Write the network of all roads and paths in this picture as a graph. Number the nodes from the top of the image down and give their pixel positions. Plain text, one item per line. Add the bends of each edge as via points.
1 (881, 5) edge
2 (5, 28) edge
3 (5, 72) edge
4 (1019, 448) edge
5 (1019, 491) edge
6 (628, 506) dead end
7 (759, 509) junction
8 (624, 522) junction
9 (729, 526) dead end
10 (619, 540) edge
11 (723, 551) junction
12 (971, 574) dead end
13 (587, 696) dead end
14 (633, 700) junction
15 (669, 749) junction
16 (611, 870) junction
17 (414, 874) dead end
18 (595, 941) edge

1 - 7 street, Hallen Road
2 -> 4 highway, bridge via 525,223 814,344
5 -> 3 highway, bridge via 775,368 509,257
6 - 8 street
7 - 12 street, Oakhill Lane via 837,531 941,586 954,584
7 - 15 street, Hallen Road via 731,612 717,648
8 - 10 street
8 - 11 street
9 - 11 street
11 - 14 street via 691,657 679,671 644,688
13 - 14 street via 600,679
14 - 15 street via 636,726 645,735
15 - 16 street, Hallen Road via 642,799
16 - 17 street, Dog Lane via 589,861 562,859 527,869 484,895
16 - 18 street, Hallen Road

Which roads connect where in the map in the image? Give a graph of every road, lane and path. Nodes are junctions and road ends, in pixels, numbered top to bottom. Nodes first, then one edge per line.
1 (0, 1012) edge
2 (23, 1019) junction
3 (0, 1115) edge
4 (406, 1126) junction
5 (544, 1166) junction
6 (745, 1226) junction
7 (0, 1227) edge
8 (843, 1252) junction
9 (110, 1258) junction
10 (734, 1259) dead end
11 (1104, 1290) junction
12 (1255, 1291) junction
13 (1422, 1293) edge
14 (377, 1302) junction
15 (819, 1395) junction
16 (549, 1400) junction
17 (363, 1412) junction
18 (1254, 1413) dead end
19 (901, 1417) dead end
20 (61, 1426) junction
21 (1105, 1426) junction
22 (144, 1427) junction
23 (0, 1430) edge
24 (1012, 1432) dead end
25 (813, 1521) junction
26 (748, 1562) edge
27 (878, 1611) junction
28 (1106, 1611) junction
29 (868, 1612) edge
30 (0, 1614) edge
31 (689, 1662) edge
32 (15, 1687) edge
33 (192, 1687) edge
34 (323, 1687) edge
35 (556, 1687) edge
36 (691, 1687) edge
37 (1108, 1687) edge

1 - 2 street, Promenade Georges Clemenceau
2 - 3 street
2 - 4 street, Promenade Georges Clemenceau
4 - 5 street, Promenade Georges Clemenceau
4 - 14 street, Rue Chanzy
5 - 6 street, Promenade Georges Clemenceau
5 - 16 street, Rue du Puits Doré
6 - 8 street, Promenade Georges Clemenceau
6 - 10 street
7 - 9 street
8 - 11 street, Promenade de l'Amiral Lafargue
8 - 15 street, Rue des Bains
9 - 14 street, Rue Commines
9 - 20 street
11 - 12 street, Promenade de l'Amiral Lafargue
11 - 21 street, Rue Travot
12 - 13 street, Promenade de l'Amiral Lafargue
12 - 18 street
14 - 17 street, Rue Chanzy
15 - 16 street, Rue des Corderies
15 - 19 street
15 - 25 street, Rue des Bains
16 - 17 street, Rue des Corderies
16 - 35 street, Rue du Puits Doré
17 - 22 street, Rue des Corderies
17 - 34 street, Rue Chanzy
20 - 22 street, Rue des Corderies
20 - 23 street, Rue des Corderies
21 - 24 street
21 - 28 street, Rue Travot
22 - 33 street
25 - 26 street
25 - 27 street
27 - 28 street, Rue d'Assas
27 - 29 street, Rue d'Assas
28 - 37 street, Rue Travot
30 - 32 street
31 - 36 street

# # # #

▶ **Work task**: All lines in the records above with "roads" need to be found and copied.

▶ **Response box**:
Write the network of all roads and paths in this picture as a graph. Number the nodes from the top of the image down and give their pixel positions. Plain text, one item per line. Add the bends of each edge as via points.
Which roads connect where in the map in the image? Give a graph of every road, lane and path. Nodes are junctions and road ends, in pixels, numbered top to bottom. Nodes first, then one edge per line.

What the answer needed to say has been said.